Working from the listing below, pick each line containing the word "dead" and copy it.
====
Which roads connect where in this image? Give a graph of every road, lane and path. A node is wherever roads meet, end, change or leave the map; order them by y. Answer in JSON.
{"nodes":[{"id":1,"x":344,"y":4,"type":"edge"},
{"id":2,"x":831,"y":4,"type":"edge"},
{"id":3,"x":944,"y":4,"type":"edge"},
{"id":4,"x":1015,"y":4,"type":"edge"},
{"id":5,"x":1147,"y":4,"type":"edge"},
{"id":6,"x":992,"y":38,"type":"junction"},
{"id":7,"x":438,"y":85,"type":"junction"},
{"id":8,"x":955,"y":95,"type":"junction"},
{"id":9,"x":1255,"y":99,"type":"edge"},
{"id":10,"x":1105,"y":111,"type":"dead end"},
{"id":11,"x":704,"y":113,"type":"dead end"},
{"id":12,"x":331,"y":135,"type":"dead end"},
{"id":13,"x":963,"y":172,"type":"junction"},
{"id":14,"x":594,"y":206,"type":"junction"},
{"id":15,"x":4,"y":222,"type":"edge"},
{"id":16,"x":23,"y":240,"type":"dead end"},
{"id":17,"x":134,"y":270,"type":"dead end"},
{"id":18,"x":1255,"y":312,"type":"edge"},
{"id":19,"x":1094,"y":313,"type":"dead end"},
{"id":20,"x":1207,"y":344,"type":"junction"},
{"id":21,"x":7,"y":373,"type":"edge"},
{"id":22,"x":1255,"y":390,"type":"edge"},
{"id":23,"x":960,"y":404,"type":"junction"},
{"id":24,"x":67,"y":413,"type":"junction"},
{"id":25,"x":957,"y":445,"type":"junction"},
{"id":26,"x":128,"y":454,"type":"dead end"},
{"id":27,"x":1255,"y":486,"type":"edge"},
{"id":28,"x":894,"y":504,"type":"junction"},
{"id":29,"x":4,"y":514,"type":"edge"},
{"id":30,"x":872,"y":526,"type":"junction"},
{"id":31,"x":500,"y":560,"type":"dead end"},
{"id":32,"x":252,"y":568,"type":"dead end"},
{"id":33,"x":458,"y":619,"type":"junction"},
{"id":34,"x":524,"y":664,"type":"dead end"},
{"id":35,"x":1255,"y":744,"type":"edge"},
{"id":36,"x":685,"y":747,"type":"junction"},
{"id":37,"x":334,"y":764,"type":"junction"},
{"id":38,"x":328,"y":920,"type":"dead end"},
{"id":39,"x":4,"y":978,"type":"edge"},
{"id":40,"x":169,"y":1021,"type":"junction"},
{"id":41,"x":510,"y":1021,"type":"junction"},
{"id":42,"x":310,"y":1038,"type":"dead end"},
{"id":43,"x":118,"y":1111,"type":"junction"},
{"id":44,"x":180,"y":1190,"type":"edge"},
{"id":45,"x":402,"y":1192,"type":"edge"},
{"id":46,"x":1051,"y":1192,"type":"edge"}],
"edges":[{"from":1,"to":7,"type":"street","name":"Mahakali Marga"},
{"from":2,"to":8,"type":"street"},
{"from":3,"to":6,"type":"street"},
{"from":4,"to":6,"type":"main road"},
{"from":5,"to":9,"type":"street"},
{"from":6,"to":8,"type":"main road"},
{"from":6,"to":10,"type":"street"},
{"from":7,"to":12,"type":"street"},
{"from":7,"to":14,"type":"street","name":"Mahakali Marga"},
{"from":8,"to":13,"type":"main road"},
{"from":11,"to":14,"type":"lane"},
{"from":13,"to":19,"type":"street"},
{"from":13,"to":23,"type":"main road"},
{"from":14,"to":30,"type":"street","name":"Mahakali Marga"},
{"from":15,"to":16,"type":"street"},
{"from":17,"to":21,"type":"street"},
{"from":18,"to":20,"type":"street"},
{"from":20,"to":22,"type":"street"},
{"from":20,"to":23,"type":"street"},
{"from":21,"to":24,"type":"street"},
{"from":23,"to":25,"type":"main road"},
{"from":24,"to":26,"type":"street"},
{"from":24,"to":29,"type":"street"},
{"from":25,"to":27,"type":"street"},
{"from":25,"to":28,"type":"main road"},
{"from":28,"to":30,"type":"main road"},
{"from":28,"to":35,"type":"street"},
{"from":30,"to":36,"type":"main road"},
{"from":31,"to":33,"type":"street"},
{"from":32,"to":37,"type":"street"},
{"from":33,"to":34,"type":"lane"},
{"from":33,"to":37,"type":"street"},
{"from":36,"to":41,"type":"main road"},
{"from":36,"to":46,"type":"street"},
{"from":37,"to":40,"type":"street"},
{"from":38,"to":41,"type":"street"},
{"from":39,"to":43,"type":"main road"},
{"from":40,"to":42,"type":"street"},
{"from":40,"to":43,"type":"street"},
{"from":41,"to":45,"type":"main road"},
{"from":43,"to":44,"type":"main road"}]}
====
**ANSWER SECTION**
{"id":10,"x":1105,"y":111,"type":"dead end"},
{"id":11,"x":704,"y":113,"type":"dead end"},
{"id":12,"x":331,"y":135,"type":"dead end"},
{"id":16,"x":23,"y":240,"type":"dead end"},
{"id":17,"x":134,"y":270,"type":"dead end"},
{"id":19,"x":1094,"y":313,"type":"dead end"},
{"id":26,"x":128,"y":454,"type":"dead end"},
{"id":31,"x":500,"y":560,"type":"dead end"},
{"id":32,"x":252,"y":568,"type":"dead end"},
{"id":34,"x":524,"y":664,"type":"dead end"},
{"id":38,"x":328,"y":920,"type":"dead end"},
{"id":42,"x":310,"y":1038,"type":"dead end"},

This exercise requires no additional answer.